The problem: Copy everything in the data below exactly except the pictures.

-*-*-

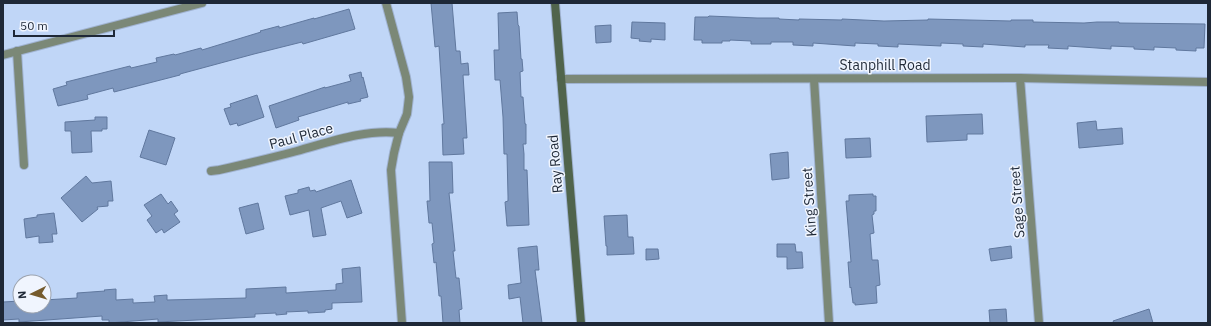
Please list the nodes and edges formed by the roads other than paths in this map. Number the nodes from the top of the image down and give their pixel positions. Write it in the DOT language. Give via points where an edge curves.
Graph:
graph roads {
  1 [pos="202,3"];
  2 [pos="386,3"];
  3 [pos="555,3"];
  4 [pos="17,51"];
  5 [pos="3,55"];
  6 [pos="814,78"];
  7 [pos="1020,78"];
  8 [pos="561,79"];
  9 [pos="1208,82"];
  10 [pos="399,133"];
  11 [pos="24,165"];
  12 [pos="211,171"];
  13 [pos="402,323"];
  14 [pos="581,323"];
  15 [pos="829,323"];
  16 [pos="1039,323"];
  1 -- 4 [label="street"];
  2 -- 10 [label="street" via="409,97 407,114"];
  3 -- 8 [label="street, Ray Road"];
  4 -- 5 [label="street"];
  4 -- 11 [label="street"];
  6 -- 7 [label="street, Stanphill Road"];
  6 -- 8 [label="street, Stanphill Road"];
  6 -- 15 [label="street, King Street"];
  7 -- 9 [label="street, Stanphill Road"];
  7 -- 16 [label="street, Sage Street"];
  8 -- 14 [label="street, Ray Road"];
  10 -- 12 [label="street, Paul Place" via="374,132 349,137"];
  10 -- 13 [label="street" via="392,170"];
}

-*-*-

Response area:
Please list the nodes and edges formed by the roads other than paths in this map. Number the nodes from the top of the image down and give their pixel positions. Write it in the DOT language. Give via points where an edge curves.
Graph:
graph roads {
  1 [pos="202,3"];
  2 [pos="386,3"];
  3 [pos="555,3"];
  4 [pos="17,51"];
  5 [pos="3,55"];
  6 [pos="814,78"];
  7 [pos="1020,78"];
  8 [pos="561,79"];
  9 [pos="1208,82"];
  10 [pos="399,133"];
  11 [pos="24,165"];
  12 [pos="211,171"];
  13 [pos="402,323"];
  14 [pos="581,323"];
  15 [pos="829,323"];
  16 [pos="1039,323"];
  1 -- 4 [label="street"];
  2 -- 10 [label="street" via="409,97 407,114"];
  3 -- 8 [label="street, Ray Road"];
  4 -- 5 [label="street"];
  4 -- 11 [label="street"];
  6 -- 7 [label="street, Stanphill Road"];
  6 -- 8 [label="street, Stanphill Road"];
  6 -- 15 [label="street, King Street"];
  7 -- 9 [label="street, Stanphill Road"];
  7 -- 16 [label="street, Sage Street"];
  8 -- 14 [label="street, Ray Road"];
  10 -- 12 [label="street, Paul Place" via="374,132 349,137"];
  10 -- 13 [label="street" via="392,170"];
}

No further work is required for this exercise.